### Stored data
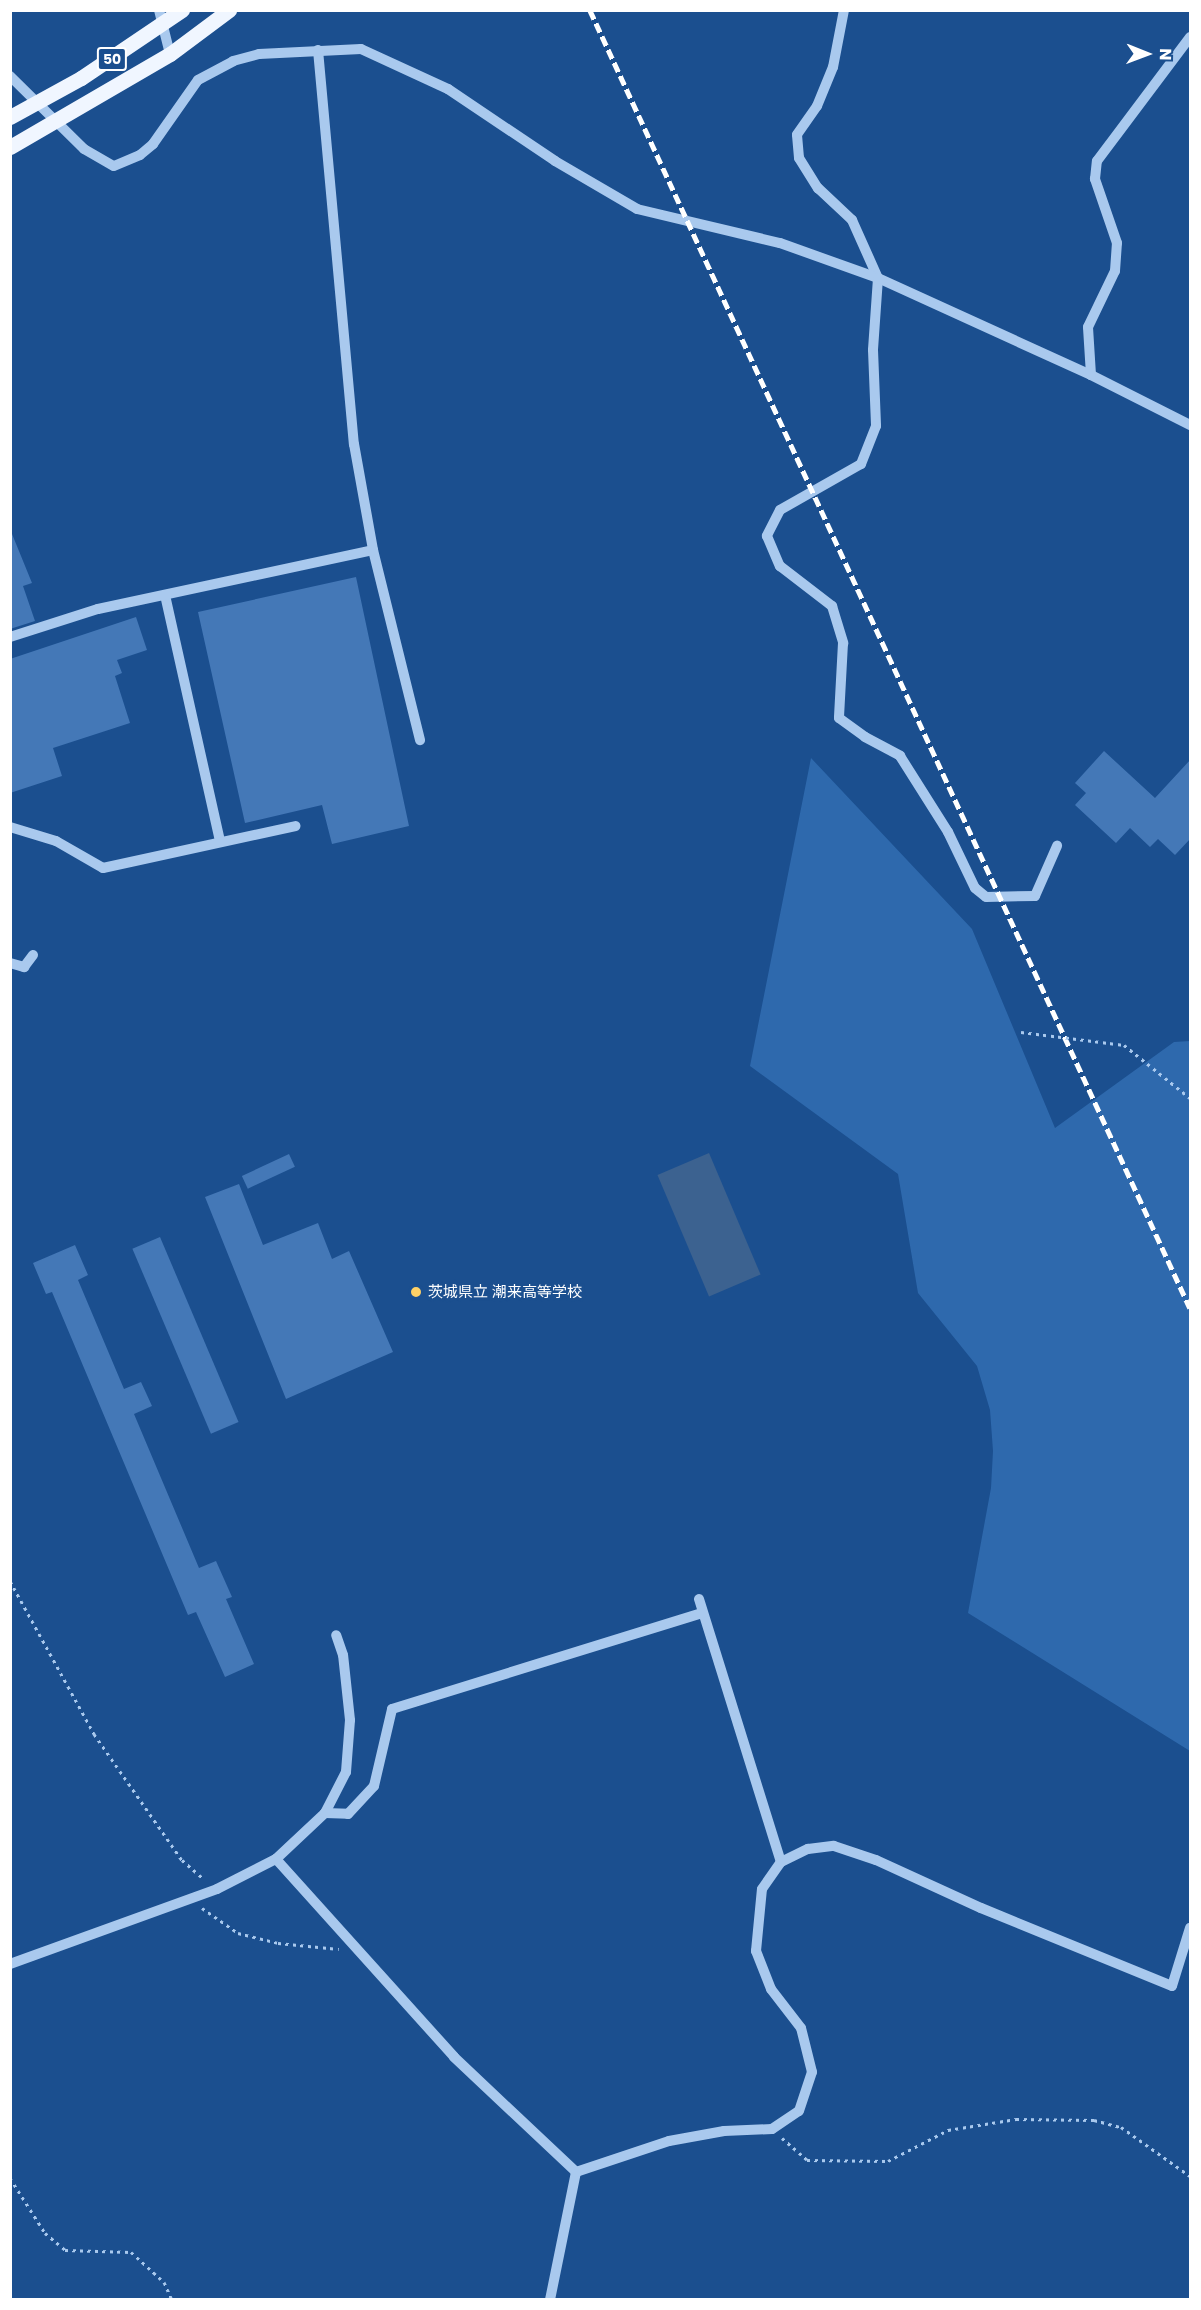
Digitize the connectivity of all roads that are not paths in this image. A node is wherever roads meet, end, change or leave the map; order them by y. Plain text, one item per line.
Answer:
1 (159, 10) edge
2 (182, 10) edge
3 (229, 10) edge
4 (844, 10) edge
5 (162, 26) junction
6 (1191, 38) edge
7 (318, 50) junction
8 (170, 54) junction
9 (10, 76) edge
10 (39, 103) junction
11 (10, 117) edge
12 (58, 122) junction
13 (10, 147) edge
14 (878, 278) junction
15 (1091, 375) junction
16 (1191, 425) edge
17 (374, 550) junction
18 (165, 595) junction
19 (10, 637) edge
20 (420, 740) dead end
21 (295, 826) dead end
22 (10, 827) edge
23 (220, 842) junction
24 (1057, 846) dead end
25 (33, 956) dead end
26 (10, 963) edge
27 (699, 1599) dead end
28 (703, 1613) junction
29 (336, 1635) dead end
30 (325, 1814) junction
31 (276, 1859) junction
32 (781, 1862) junction
33 (1191, 1928) edge
34 (10, 1964) edge
35 (576, 2172) junction
36 (550, 2300) edge

1 - 5 street
2 - 5 main road, 50
3 - 8 main road, 50
4 - 14 street
5 - 8 street
5 - 10 main road, 50
6 - 15 street
7 - 12 street
7 - 14 street
7 - 17 street
8 - 12 main road, 50
9 - 10 street
10 - 11 main road, 50
10 - 12 street
12 - 13 main road, 50
14 - 15 street
14 - 24 street
15 - 16 street
17 - 18 street
17 - 20 street
18 - 19 street
18 - 23 street
21 - 23 street
22 - 23 street
25 - 26 street
27 - 28 street
28 - 30 street
28 - 32 street
29 - 30 street
30 - 31 street
31 - 34 street
31 - 35 street
32 - 33 street
32 - 35 street
35 - 36 street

### Work required
Please repeat each record exactly and keep every picture out of the copy.

### Answer for the task
Digitize the connectivity of all roads that are not paths in this image. A node is wherever roads meet, end, change or leave the map; order them by y. Plain text, one item per line.
Answer:
1 (159, 10) edge
2 (182, 10) edge
3 (229, 10) edge
4 (844, 10) edge
5 (162, 26) junction
6 (1191, 38) edge
7 (318, 50) junction
8 (170, 54) junction
9 (10, 76) edge
10 (39, 103) junction
11 (10, 117) edge
12 (58, 122) junction
13 (10, 147) edge
14 (878, 278) junction
15 (1091, 375) junction
16 (1191, 425) edge
17 (374, 550) junction
18 (165, 595) junction
19 (10, 637) edge
20 (420, 740) dead end
21 (295, 826) dead end
22 (10, 827) edge
23 (220, 842) junction
24 (1057, 846) dead end
25 (33, 956) dead end
26 (10, 963) edge
27 (699, 1599) dead end
28 (703, 1613) junction
29 (336, 1635) dead end
30 (325, 1814) junction
31 (276, 1859) junction
32 (781, 1862) junction
33 (1191, 1928) edge
34 (10, 1964) edge
35 (576, 2172) junction
36 (550, 2300) edge

1 - 5 street
2 - 5 main road, 50
3 - 8 main road, 50
4 - 14 street
5 - 8 street
5 - 10 main road, 50
6 - 15 street
7 - 12 street
7 - 14 street
7 - 17 street
8 - 12 main road, 50
9 - 10 street
10 - 11 main road, 50
10 - 12 street
12 - 13 main road, 50
14 - 15 street
14 - 24 street
15 - 16 street
17 - 18 street
17 - 20 street
18 - 19 street
18 - 23 street
21 - 23 street
22 - 23 street
25 - 26 street
27 - 28 street
28 - 30 street
28 - 32 street
29 - 30 street
30 - 31 street
31 - 34 street
31 - 35 street
32 - 33 street
32 - 35 street
35 - 36 street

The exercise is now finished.